Vay götürmez olaydım!!.. Çünkü o zamana kadar daha Deniz’le Hüseyin’in falan tanışıklıkları bile yoktu sanıyorum (varsa da aralarında örgütsel ilişki yoktu)! Tabi bu eve onlar da-Hüseyinler de- gelip gittikleri için orada tanışıyorlar. İşte Deniz’le Hüseyinler arasındaki ilk ilişkiler burada, bu evde kuruldu... Ama diyeceksiniz ki, “akacak kan damarda durmazmış”! Yani ben Denizleri oraya götürmeseydim de bir şekilde onlar gene tanışıp birlikte çalışmaya karar vereceklerdi. Çünkü, içine girilen ortam belirliyordu herşeyi... Biz, sadece bu ortamın bizlere dayattığı gibi düşünüyor, ona göre eylem programları oluşturuyorduk; fakat bunun farkında değildik tabi!.. O zaman sanıyorduk ki, hepimiz birer Lenin, ya da Che veya Hoşi Minh falandık!.. Nitekim, Deniz kendini bazan Yakup Cemil’e, bazan da Che veya Hoşi Minh’e benzetirdi!.. Neyse, devam ediyoruz:
Daha eve gelir gelmez benimle konuşmak istediklerini söylediler ve bir odaya çekilerek konuşmaya başladık. Deniz bana Filistin hikayelerini anlattı. Orada iki haftaya yakın bir süre ciddi bir eğitim gördüklerinden bahsederek artık dağa çıkmanın, Che falan gibi silahlı mücadeleyi başlatmanın zamanının geldiğini söyledi. Hiç unutmuyorum “Şemdinli’den bir başladık mı göreceksin iki ay sonra arkamızda yüz binlerce köylü Ankara’ya doğru yürüyüş başlayacak” diyerek beni ikna etmeye çalışırken, bu konuda benim ne düşündüğümü sordu. Bu arada Cihan’la Erim de, ne kadar ciddi bir eğitim gördüklerini göstermek için hemen orada bana bir judo gösterisi yaptılar!..

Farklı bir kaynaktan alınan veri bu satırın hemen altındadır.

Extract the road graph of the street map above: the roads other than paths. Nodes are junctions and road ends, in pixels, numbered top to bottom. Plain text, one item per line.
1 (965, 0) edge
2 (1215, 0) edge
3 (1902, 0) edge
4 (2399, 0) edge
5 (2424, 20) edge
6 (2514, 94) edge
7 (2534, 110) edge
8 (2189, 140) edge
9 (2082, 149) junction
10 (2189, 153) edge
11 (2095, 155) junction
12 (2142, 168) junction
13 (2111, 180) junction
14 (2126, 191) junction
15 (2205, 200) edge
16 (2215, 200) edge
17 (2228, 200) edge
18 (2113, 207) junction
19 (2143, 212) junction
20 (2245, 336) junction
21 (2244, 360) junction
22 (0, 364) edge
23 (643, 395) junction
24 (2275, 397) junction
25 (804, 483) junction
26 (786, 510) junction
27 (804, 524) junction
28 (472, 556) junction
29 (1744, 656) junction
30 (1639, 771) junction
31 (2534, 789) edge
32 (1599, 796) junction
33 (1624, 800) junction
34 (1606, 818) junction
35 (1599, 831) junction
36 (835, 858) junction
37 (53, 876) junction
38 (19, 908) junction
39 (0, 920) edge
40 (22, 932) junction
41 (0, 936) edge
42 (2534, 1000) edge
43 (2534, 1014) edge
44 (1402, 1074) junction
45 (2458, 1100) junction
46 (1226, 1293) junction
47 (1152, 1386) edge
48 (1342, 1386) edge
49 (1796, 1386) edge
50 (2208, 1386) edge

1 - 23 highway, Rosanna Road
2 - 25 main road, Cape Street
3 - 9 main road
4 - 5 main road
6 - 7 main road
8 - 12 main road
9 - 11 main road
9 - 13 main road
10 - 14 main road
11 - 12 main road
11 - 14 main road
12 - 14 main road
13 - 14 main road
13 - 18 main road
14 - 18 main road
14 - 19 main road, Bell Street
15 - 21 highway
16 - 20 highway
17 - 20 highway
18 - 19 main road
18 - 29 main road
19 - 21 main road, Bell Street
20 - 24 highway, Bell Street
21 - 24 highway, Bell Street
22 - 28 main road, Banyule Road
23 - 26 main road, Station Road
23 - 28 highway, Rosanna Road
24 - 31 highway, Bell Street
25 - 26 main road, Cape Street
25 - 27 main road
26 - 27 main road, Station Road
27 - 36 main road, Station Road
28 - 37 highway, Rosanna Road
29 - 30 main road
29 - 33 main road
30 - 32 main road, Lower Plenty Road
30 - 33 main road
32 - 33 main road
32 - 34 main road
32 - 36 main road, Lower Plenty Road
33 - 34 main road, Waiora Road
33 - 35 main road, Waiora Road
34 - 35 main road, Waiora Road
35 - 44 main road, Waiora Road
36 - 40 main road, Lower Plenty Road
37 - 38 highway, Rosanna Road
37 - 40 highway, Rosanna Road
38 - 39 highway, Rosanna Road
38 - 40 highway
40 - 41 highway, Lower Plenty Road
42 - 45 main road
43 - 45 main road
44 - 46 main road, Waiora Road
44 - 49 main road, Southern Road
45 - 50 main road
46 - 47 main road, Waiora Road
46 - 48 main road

Ben, bu türden judo oyunlarını daha önce ODTÜ judo klübünde çok daha fazlasıyla öğrenmiş olduğumu, bunların dağa çıkmayla falan hiçbir ilişkisinin olamayacağını söyleyerek, onlara katılmadığımı, Türkiye’nin ne bir Küba, ne de Vietnam olmadığını anlatmaya çalıştım. Türkiye’de yapılması gerekenin işçi sınıfı içinde daha yoğun çaba sarfederek örgütlenmek olduğunu, daha ortada, bu türden esasa ilişkin girişimlere karar verecek bir partinin bile olmadığını, bu işin üniversiteyi işgale benzemediğini, öğrenci hareketinin uzantısı olarak dağa çıkmanın hiçbir anlamının olamayacağını söyledim. Ama tabi Deniz’in bütün bunları anlaması mümkün değildi. Bana, o dalgacı üslubuyla sen “pasifistsin” falan dedi, konuşma bitti. Deniz’le ilişkilerimiz hep arkadaşça, yoldaşça olmuştu; bu sefer hiç anlaşamamıştık fakat gene dostça ayrıldık. Onlar kesin kararlıydılar. Öye ki, nasıl olsa bu işi başlatıyoruz düşüncesiyle sınırdan Türkiye’ye girerken üstlerindeki Filistin gerillası elbiselerini bile çıkarma gereği duymamışlardı. Ben de, bir ihtiyacınız falan olursa Serdar beni bulur diyerek evden ayrıldım...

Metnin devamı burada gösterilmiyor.